Calculate the work done, in Joules for a system in which a muscle of 1cm^2 cross section and 10cm length is stretched to 11cm by hanging a mass on it. The muscle behaves like a spring. The spring constant for the muscle was determined by finding that the muscle exerts a force of 5.00N when it is stretched from 10.0cm to 10.5cm

Homework Equations

Is spring constant (-k) calculated simply by dividing .005m into 5.00N? (because F= -kx, and -k = F/x) = -1000.

The Attempt at a Solution

i don't think my answer will be correct because i have a feeling that I am calculating k incorrectly??
OK so assuming I am doing it right though...

i set up the integral using hookes law:

|work| = int (from .10m to .11m) -k (x - x0)dx

= int (from .10m to .11m) -1000 (x - x0)dx
then i took constants out of integral and integrated...

|work| = -1000/2 * |from .10m to .11m [ (xf-x0)^2 - (xi - x0)^2]

i don't want to proceed further unless i am on right track (which i doubt) thanks for any help!

 

[Dick]

Right. k=1000*kg/s^2. Put units on the these numbers, ok?

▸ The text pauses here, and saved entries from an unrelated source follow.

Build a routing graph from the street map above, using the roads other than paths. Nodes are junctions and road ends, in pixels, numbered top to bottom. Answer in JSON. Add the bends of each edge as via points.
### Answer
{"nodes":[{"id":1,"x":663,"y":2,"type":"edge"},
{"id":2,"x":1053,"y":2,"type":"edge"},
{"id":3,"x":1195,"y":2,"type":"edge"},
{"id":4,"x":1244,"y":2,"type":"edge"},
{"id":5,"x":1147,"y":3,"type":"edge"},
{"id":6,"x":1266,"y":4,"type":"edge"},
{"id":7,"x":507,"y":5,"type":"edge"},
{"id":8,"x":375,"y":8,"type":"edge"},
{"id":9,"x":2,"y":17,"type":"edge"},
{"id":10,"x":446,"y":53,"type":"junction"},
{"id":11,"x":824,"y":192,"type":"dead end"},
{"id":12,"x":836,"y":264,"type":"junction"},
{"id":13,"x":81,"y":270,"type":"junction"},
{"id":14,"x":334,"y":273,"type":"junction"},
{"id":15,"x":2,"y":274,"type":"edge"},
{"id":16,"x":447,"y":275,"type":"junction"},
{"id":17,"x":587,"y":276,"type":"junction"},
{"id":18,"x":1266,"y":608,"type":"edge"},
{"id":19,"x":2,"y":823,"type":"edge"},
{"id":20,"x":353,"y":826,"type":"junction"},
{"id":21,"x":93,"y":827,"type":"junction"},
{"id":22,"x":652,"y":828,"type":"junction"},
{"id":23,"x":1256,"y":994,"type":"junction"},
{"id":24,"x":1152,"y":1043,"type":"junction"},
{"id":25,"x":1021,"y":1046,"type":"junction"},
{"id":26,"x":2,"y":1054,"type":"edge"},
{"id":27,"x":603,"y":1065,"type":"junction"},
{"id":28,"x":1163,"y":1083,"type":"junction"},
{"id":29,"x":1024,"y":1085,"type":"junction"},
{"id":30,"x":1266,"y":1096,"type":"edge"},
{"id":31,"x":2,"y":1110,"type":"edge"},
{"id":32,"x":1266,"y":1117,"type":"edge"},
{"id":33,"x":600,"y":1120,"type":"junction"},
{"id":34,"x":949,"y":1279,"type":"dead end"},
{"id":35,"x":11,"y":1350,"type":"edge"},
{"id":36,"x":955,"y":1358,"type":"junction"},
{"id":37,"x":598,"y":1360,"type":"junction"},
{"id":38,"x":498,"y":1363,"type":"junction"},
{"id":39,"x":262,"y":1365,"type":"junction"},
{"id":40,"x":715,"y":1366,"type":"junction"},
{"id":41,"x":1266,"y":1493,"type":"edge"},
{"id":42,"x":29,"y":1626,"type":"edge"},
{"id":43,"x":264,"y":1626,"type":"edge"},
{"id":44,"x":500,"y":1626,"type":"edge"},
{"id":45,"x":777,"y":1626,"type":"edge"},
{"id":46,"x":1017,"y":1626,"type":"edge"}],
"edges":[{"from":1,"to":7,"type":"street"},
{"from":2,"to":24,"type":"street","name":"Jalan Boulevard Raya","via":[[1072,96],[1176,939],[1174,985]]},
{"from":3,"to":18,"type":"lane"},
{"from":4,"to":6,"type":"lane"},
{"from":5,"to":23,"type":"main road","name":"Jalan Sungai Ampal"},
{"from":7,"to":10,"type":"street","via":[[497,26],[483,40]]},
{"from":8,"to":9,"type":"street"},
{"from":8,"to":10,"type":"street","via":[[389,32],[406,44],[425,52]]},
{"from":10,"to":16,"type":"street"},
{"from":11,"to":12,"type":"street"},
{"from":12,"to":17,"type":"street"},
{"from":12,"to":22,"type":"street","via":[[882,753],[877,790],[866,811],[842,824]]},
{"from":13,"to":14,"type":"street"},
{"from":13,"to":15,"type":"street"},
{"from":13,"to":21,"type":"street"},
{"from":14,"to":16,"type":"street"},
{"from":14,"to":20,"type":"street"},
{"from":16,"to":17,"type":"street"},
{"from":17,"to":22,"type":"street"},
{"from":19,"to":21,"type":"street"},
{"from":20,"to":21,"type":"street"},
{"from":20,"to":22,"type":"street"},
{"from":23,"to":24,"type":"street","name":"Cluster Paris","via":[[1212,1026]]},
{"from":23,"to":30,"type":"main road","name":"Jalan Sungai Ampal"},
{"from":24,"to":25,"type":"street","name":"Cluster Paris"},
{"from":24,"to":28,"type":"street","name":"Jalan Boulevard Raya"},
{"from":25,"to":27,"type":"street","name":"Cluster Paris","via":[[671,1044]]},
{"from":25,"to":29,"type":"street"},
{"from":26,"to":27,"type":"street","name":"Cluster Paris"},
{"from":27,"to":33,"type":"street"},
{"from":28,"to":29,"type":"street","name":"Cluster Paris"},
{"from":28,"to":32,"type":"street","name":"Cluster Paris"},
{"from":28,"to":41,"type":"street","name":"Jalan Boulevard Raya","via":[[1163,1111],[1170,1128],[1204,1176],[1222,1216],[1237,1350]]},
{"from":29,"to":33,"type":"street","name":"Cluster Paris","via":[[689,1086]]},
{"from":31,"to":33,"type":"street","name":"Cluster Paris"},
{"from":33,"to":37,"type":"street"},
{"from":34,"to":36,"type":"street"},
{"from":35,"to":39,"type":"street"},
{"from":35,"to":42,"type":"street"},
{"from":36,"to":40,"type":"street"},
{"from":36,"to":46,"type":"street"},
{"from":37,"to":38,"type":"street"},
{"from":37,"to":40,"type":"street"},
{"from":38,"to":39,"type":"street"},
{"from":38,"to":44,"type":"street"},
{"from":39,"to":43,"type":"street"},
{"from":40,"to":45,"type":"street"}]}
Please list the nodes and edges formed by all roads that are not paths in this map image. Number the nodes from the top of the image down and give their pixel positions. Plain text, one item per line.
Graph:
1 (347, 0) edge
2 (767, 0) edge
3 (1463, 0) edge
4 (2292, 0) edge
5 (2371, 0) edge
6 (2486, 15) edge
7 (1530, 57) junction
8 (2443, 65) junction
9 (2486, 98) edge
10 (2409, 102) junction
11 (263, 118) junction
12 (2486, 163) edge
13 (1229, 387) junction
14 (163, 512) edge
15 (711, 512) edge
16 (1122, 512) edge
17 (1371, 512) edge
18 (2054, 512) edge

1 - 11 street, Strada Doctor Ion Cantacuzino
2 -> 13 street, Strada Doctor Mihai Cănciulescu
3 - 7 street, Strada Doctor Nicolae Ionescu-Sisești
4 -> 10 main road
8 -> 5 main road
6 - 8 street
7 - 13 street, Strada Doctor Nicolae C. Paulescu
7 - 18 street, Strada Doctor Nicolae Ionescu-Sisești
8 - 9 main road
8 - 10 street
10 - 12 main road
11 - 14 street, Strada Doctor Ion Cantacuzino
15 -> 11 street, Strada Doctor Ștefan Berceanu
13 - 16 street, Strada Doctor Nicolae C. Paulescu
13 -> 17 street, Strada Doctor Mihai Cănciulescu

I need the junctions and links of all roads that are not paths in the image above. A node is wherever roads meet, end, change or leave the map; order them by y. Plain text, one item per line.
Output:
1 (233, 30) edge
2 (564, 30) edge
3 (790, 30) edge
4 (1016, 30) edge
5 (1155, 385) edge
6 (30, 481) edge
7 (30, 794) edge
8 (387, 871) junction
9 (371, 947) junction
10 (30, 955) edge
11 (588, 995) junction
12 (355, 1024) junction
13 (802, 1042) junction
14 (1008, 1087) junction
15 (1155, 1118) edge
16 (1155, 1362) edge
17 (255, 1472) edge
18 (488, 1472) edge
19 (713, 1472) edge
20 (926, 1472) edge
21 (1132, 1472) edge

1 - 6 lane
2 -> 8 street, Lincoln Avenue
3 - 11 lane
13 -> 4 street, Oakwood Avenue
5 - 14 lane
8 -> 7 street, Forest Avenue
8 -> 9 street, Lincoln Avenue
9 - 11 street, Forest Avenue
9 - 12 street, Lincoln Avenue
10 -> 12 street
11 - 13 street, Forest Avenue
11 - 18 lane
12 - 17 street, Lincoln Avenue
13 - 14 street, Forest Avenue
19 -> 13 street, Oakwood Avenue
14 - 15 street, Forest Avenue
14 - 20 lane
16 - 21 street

They aren't dimensionless. Now continue with the second part.

 

[kerimek]

I would first clarify the units being used in this problem. The spring constant, k, should have units of N/m, not N/cm as suggested in the attempted solution.

To calculate the work done by the muscle, we can use the formula W = 1/2 * k * (x2^2 - x1^2), where k is the spring constant and x2 and x1 are the final and initial lengths of the muscle, respectively.

In this case, x2 = 11cm and x1 = 10cm, so the work done would be:

W = 1/2 * (5 N/cm) * [(11 cm)^2 - (10 cm)^2] = 5.5 J

It is important to use consistent units in calculations to ensure the accuracy of the result.

Additionally, the spring constant should not be calculated by dividing 5.00N by 0.005m, as the units do not match (N/m vs. N/cm). The correct way to determine the spring constant would be to rearrange the equation F = -kx and solve for k using the given values of force and displacement.